I’m a Libertarian in the sense that I think people are fully entitled to do anything they want to their bodies without prosecution from the law, but yesterday’s Owen Wilson episode is different for four reasons. I used to know him, I residually care about him, I’ve loved almost every one of his performances, and I think what apparently happened yesterday was a subconscious attempt on his part to bring certain matters to the fore.
In other words, by dramatizing his issues in this fashion, Owen has half-intentionally sparked a conversation that will amount to a kind of public intervention. A tree didn’t fall on Owen yesterday, but at the same time I don’t think he really meant to do what he apparently attempted to do.
Wilson has toldTMZ.com that “I respectfully ask that the media allow me to receive care and heal in private during this difficult time.” On a personal healing note it’s obviously no one’s business but his. I would never allude to anything ever — there are dozens of stories that get around that I’ve never touched — but at the same time Wilson knew before doing this to himself that whatever the outcome it would be a huge story and widely commented upon.
I’ve known a guy for a long time who’s known Owen for a long time, and this guy has been telling me all along that there have been Owen issues that have never really gone away…not really. I could never quite make sense of this because Owen always worked so much and had been so productive. He looked terrific — bright smile, good color, alive and crackling — when I saw him with Kate Hudson last April in San Francisco at Cafe Trieste in North Beach.
A close Wilson friend calls this matter “a heartbreak…a real heartbreak. I’m so damn sad I really don’t know what else to say. I’m in tears.

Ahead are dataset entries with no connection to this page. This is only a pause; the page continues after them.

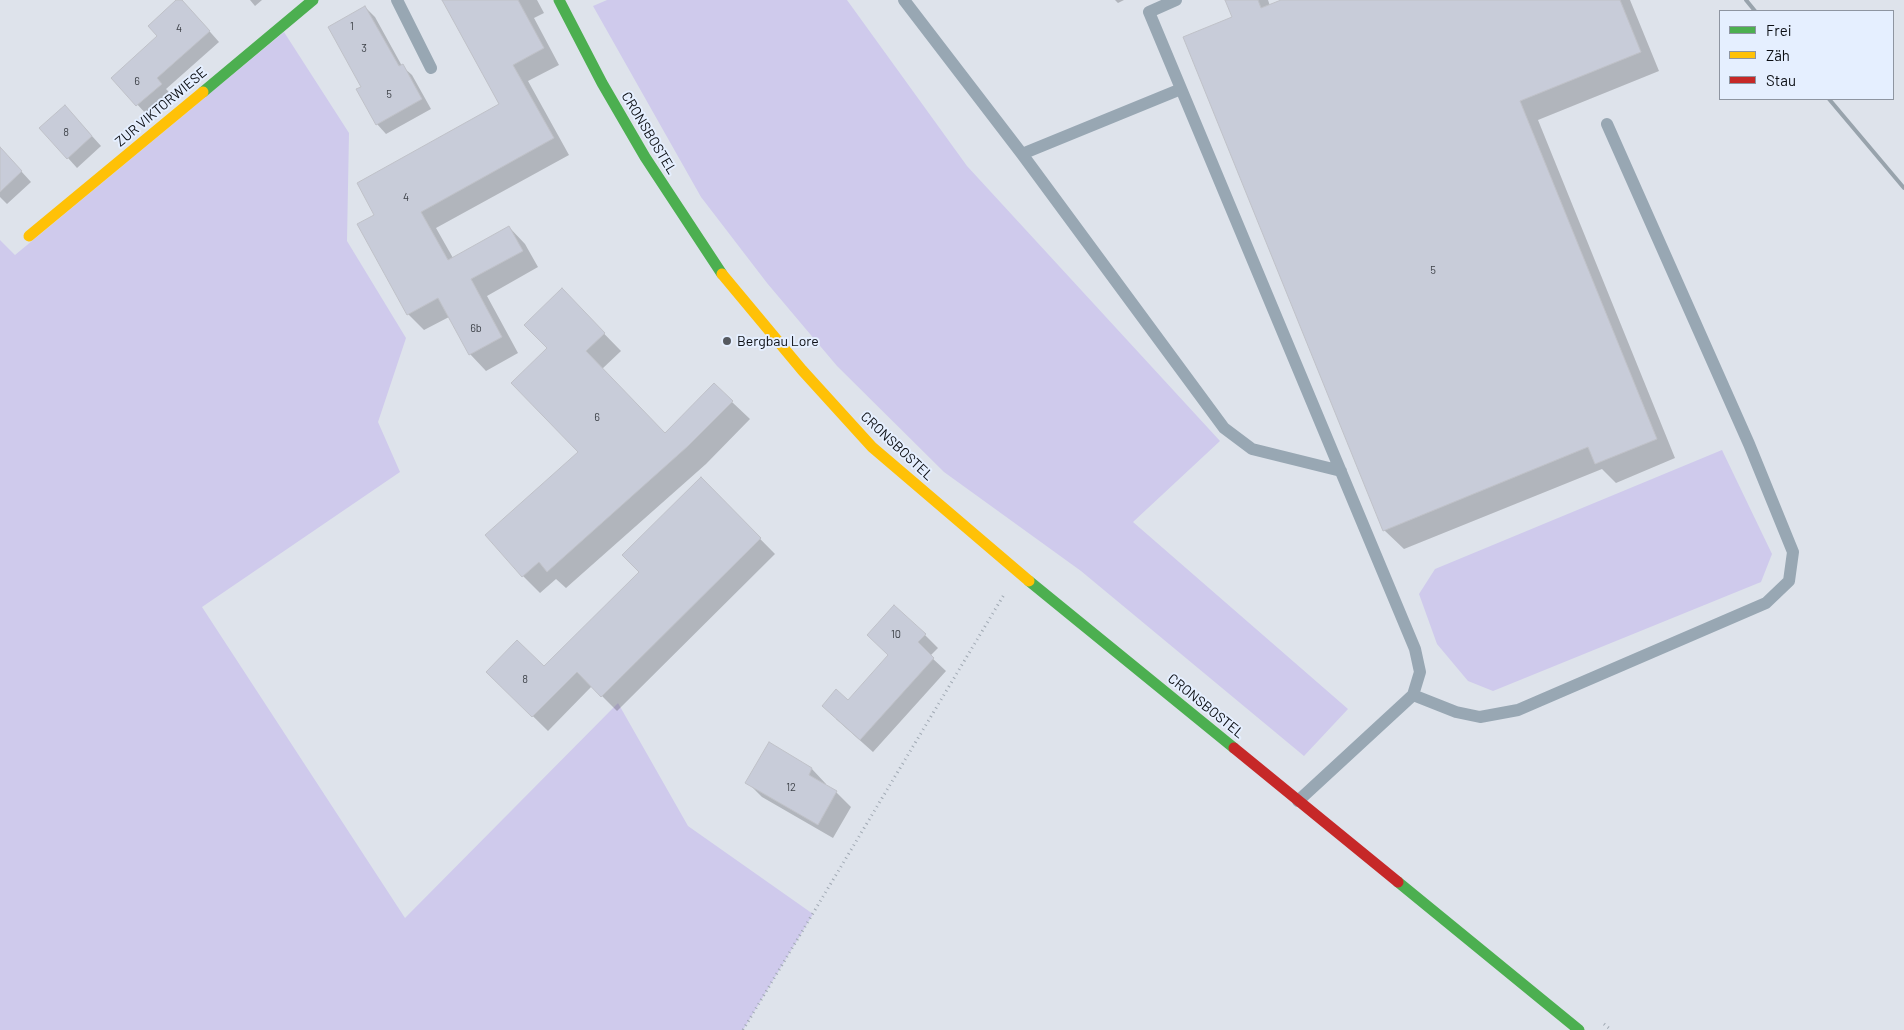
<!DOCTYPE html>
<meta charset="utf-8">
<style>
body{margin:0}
#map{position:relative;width:1904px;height:1030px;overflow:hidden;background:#dee3eb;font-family:Barlow,sans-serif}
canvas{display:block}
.legend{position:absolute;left:1719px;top:10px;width:175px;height:90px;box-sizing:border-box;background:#e5efff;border:1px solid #8e95a1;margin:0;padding:6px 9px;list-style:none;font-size:15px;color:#0b0e13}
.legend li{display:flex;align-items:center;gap:10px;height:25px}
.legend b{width:25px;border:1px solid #8e95a1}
</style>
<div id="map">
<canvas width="1904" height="1030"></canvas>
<ul class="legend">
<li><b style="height:6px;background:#4caf50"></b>Frei</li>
<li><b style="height:6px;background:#ffc107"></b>Zäh</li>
<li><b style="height:6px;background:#c62828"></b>Stau</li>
</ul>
</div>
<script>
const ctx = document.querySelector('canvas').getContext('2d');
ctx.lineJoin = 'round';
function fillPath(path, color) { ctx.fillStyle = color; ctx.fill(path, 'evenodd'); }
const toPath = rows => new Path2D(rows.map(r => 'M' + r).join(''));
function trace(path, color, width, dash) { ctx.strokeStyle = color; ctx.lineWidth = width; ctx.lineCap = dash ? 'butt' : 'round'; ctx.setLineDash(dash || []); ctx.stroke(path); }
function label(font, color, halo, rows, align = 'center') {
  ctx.font = font + ' Barlow,sans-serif'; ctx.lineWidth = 4; ctx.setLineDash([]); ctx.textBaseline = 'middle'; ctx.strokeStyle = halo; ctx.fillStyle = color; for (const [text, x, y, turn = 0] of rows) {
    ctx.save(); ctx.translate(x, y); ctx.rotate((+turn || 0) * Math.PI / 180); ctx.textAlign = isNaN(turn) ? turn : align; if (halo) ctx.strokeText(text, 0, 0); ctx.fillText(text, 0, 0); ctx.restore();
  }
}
const green = toPath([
 [607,0,847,0,967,166,1220,441,1133,522,1348,709,1304,756,1081,571,944,472,837,366,767,283,701,197,593,6],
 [284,32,349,133,347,241,406,338,378,422,400,472,202,607,405,918,618,703,688,826,813,914,743,1030,0,1030,0,240,15,255],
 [1722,450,1772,554,1761,582,1493,691,1468,681,1437,644,1419,594,1435,569]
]);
const shadow = toPath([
 [178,0,181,0,189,8,219,42,166,89,171,94,147,115,113,78,159,36],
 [250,0,262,0,255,6],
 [443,0,537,0,544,13,534,18,559,65,528,81,569,155,436,228,453,258,509,227,525,244,538,267,487,296,518,353,486,371,470,354,449,317,424,330,408,314,376,216,500,105],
 [1115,0,1124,0,1118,3],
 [1226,0,1268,0,1270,6,1285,0,1630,0,1659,71,1538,120,1675,458,1616,483,1602,469,1404,549,1384,530,1233,18],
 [365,7,375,17,402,66,412,75,431,109,386,134,377,124],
 [74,116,101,146,77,168,68,158],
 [0,148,31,182,7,204,0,197],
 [579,308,621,351,602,369,665,435,714,385,750,419,706,464,566,588,556,579,540,593,523,576,580,452,549,348],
 [701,479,775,554,617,711,592,686,548,731,488,672,544,668,641,572],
 [925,635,938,648,930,656,946,671,873,752,836,719,848,702],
 [812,769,826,784,825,786,836,792,851,807,833,838,762,797,747,782]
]);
const building = toPath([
 [176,0,182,0,210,31,157,78,162,84,136,106,111,78,157,36,148,26,176,0],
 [442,0,518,0,544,48,513,65,554,138,421,212,448,260,509,226,523,251,471,279,502,337,469,355,438,298,407,315,357,224,374,215,357,183,499,104,442,0],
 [1225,0,1258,0,1261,8,1281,0,1620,0,1641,52,1520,101,1657,439,1595,464,1588,447,1383,531,1183,37,1232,17,1225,0],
 [365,6,399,66,403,64,422,99,376,125,356,89,361,87,328,27,365,6],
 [65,105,92,136,67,159,39,128,65,105],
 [0,147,22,171,0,192,0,147],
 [562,288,605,333,586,351,665,433,714,383,733,401,688,446,547,572,539,562,522,577,485,535,578,452,511,383,547,348,524,325,562,288],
 [701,477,761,538,601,697,577,672,532,717,486,672,517,640,544,666,639,572,622,555,701,477],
 [894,605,926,634,918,642,934,658,860,740,822,706,836,689,848,700,888,655,867,635,894,605],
 [769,742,812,768,809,775,837,791,818,825,745,783,769,742]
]);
const path = toPath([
 [1604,1024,1611,1030],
 [743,1030,1005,593]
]);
const lane = toPath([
 [397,0,431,68],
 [904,0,1022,154,1224,428,1252,449,1341,471],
 [1176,0,1149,12,1415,649,1420,672,1413,695],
 [1022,154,1181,89],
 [1298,801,1413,695,1456,712,1480,717,1518,710,1766,603,1789,581,1793,552,1749,444,1607,124]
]);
const fast = toPath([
 [559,0,602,83,645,157,722,274],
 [203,92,313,0],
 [1029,581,1234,748],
 [1398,882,1579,1030]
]);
const slow = toPath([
 [29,236,203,92],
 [722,274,802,370,872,447,1029,581]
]);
const jam = toPath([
 [1234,748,1398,882]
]);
const rail = toPath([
 [1746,0,1755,11],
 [1829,99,1904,188]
]);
const markers = [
 [727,341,5,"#55595f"]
];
const numberNames = [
 ["1",352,26],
 ["4",179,28],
 ["3",364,48],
 ["6",137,81],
 ["5",389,94],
 ["8",66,132],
 ["4",406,197],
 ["5",1433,270],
 ["6b",476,328],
 ["6",597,417],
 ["10",896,634],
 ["8",525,679],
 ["12",791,787]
];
const streetNames = [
 ["ZUR VIKTORWIESE",161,107,-40],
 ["CRONSBOSTEL",649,133,59],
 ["CRONSBOSTEL",897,446,43],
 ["CRONSBOSTEL",1206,706,39]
];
const poiNames = [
 ["Bergbau Lore",737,341]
];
fillPath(green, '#cfcaec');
fillPath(shadow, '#0003');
fillPath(building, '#c8ccd9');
trace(building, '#bfc1c8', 1);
trace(path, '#a0a9b3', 3, [1, 4]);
trace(lane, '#98a7b3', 12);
trace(fast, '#4caf50', 11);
trace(slow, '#ffc107', 11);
trace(jam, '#c62828', 11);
trace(rail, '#98a3ac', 4);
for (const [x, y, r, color] of markers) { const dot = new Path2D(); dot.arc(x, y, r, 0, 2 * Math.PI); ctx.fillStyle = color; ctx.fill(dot); trace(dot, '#e5efff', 2); }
label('11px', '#3e4249', null, numberNames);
label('14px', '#0b0e13', '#e5efff', streetNames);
label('14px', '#0b0e13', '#e5efff', poiNames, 'left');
</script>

I just feel so bad for him and now [for him] to have to go through it publicly…” I don’t want to drag anyone through any personal muck, but life is choices and to continue living it’s sometimes necessary to stop playing the same old game that we all play when someone has a problem, which is never to talk about it until they’re dead. It’s only allowable to talk about how much they’re liked and how much talent they have and how much we care for them, followed by a shrug of the shoulders and “Oh, well…not my business.”
The guy I know spoke this morning to a Dallas guy who also knows Owen from way back when, and the Big D guy said that what apparently happened is a “hinky” thing for Owen to have done. (“Hinky” is Dallas slang for “sissy.”)
“This has always been Owen’s life,” my source says. “He’s always been this little child, this quick-witted survivor. His canniness and his cunning in order to survive has been all over his movie characters since the beginning. He’s Dignan, he’s all those guys.
“Owen figured out a long time ago that if you act, you don’t have to work. He’s a great writer, but he has no discipline. But he’s got this character, this persona — he plays the same guy every time, and it connects to who he is and in a general way to his generation, and he created this character on his own.”
A colleague told me this morning that “its really just so sad — I feel for him and his family. I hope Owen make its through this and gets stronger from it.”